Nguyen: Hemp was chosen as one of the core materials due to its durability, porosity, and low costs. LiS batteries have problems such as the cathode contracting/expanding during charging/discharging, and the cathode’s polysulfides shuttling to the anode and hurting the batteries’ performance. Researchers could solve these problems using expensive materials such as graphene, but graphene is impossible to mass-produce. Hemp is a better, lower-cost solution. Hemp’s durability can help the cathode withstand hundreds of cycles of contraction and expansion. Hemp’s porous structure can help “trap” the polysulfides from shuttling to the anode.

ET: Significant supply chain bottlenecks exist across the manufacturing spectrum, including Li-ion battery manufacturing. Would your LiS/B4C-hemp batteries overcome any Li-ion supply chain challenges?

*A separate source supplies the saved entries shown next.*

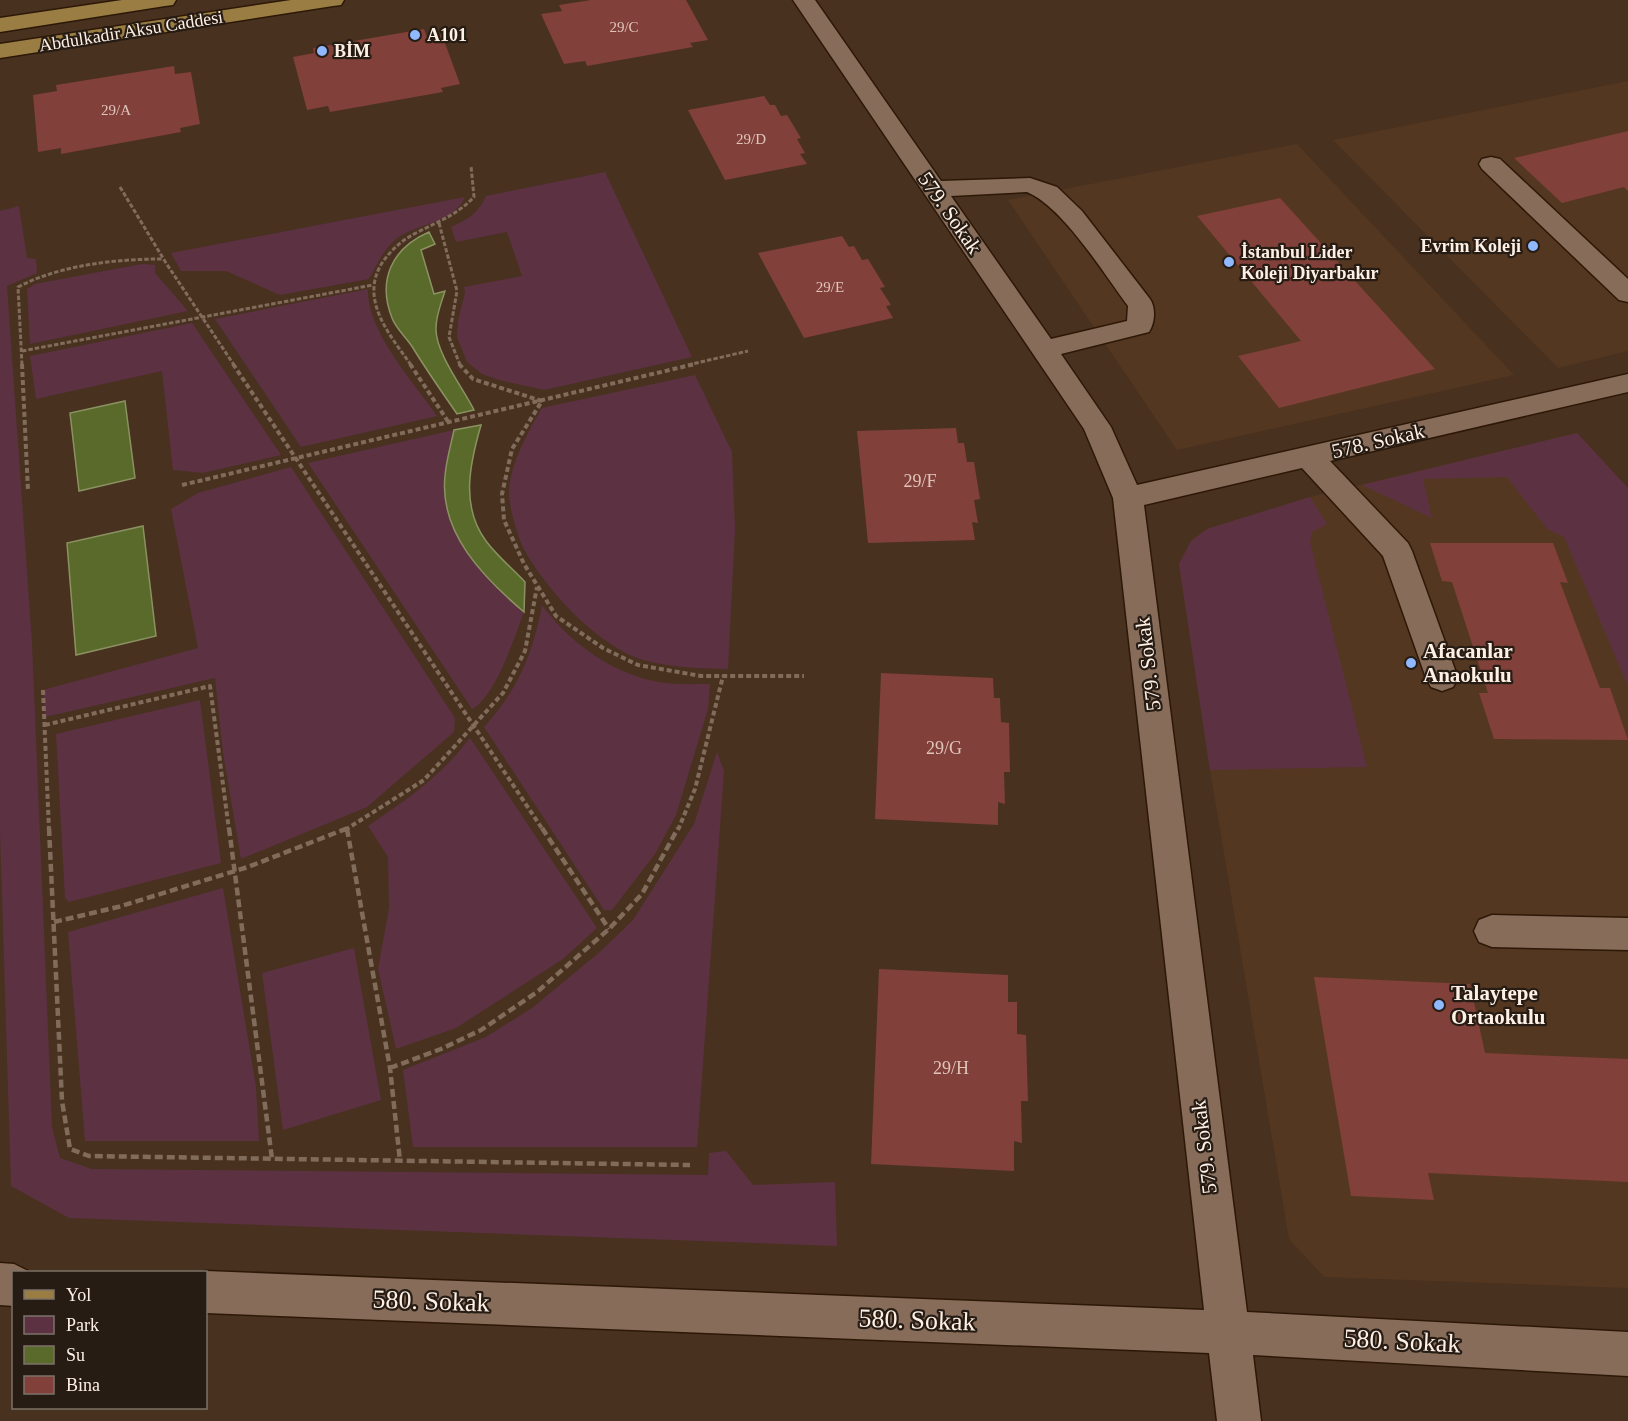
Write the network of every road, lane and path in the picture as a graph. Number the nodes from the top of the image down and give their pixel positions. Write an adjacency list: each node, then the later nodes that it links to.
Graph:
1 (165, 0): 4 (main road, Abdulkadir Aksu Caddesi)
2 (333, 0): 5 (main road, Abdulkadir Aksu Caddesi)
3 (804, 0): 9 (street, 579. Sokak)
4 (0, 25)
5 (0, 51)
6 (1491, 164): 13 (street)
7 (471, 166): 10 (path)
8 (120, 187): 11 (path)
9 (934, 189): 15 (street, 579. Sokak); 15 (street)
10 (439, 223): 12 (path); 19 (path)
11 (163, 259): 14 (path); 16 (path)
12 (374, 285): 14 (path); 20 (path)
13 (1628, 294)
14 (202, 316): 16 (path); 22 (path)
15 (1045, 349): 25 (street, 579. Sokak)
16 (22, 351): 24 (path)
17 (748, 351): 19 (path)
18 (1628, 383): 21 (street, 578. Sokak)
19 (542, 401): 20 (path); 26 (path)
20 (449, 423): 22 (path)
21 (1309, 457): 25 (street, 578. Sokak); 29 (street)
22 (296, 459): 23 (path); 32 (path)
23 (182, 485)
24 (28, 491)
25 (1128, 498): 44 (street, 579. Sokak)
26 (537, 586): 27 (path); 32 (path)
27 (723, 676): 28 (path); 36 (path)
28 (804, 676)
29 (1442, 678)
30 (43, 690): 31 (path)
31 (45, 725): 34 (path); 35 (path)
32 (474, 727): 33 (path); 36 (path)
33 (347, 829): 34 (path); 39 (path)
34 (233, 872): 35 (path); 40 (path)
35 (54, 922): 40 (path)
36 (609, 929): 39 (path)
37 (1492, 931): 38 (street)
38 (1628, 934)
39 (390, 1068): 41 (path)
40 (272, 1159): 41 (path)
41 (400, 1161): 42 (path)
42 (690, 1165)
43 (207, 1292): 44 (street, 580. Sokak)
44 (1226, 1332): 45 (street, 580. Sokak); 46 (street, 579. Sokak)
45 (1628, 1353)
46 (1239, 1421)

Nguyen: Sulfur is very abundant. Boron is also relatively abundant, with the biggest boron mine being in California. We also have a strategic partnership with Delta Agriculture, the biggest hemp producer in the USA. Delta Agriculture highlights that hemp is a legal crop that requires little water, no pesticides, and is better at carbon sequestration than trees. Being an American company, our focus right now is to make batteries for American electric vehicles, and we do not see any supply chain problems. Bemp batteries are less reliant on rare earth metals from around the globe and thus will help U.S. national security.

ET: Why is LiS/B4C-hemp better than Li-ion from safety and environmental/recycling standpoints?

Nguyen: LiS/B4C-hemp is safer than Li-ion because if the battery is damaged, punctured, bent, or crushed, sulfur will immediately react with lithium to form a passive layer – so it will not combust. Also, there is no metallic oxide in our chemistry so there is no risk of thermal runaway like in Li-ion chemistries. Since there is no cobalt or nickel, and lithium is the only valuable metal in our chemistry, recycling can be done much more easily compared to Li-ion. We just need to recover the lithium, and that is it.

ET: How far along are you in developing the technology, and what’s the next step?

Nguyen: We have done many stress tests to see how our LiS/B4C-hemp batteries perform at different charge/discharge rates. They can be fully charged in 20 minutes and will still have double the gravimetric energy density of the best Li-ion batteries. At slower charge rates, the gravimetric energy density can be even higher. This means doubling or tripling the range per charge for electric vehicles. The cycle life is also very good for lithium sulfur engineering, and we estimate our batteries will be good for 100,000 miles being fast-charged, longer for slow charging, before being recycled.

The next step is to make bigger cells and battery packs and do even more stress tests. Our batteries performed well in a very wide temperature range in the lab, for example, but we need to let them cycle longer in extremely cold and extremely hot temperatures to verify our findings.

ET: When might your technology become commercially available, and what would likely be the first commercial applications?

Nguyen: We plan to mass produce our batteries before 2026. The first applications will be for drones and heavy-duty electric vehicles such as buses and trucks.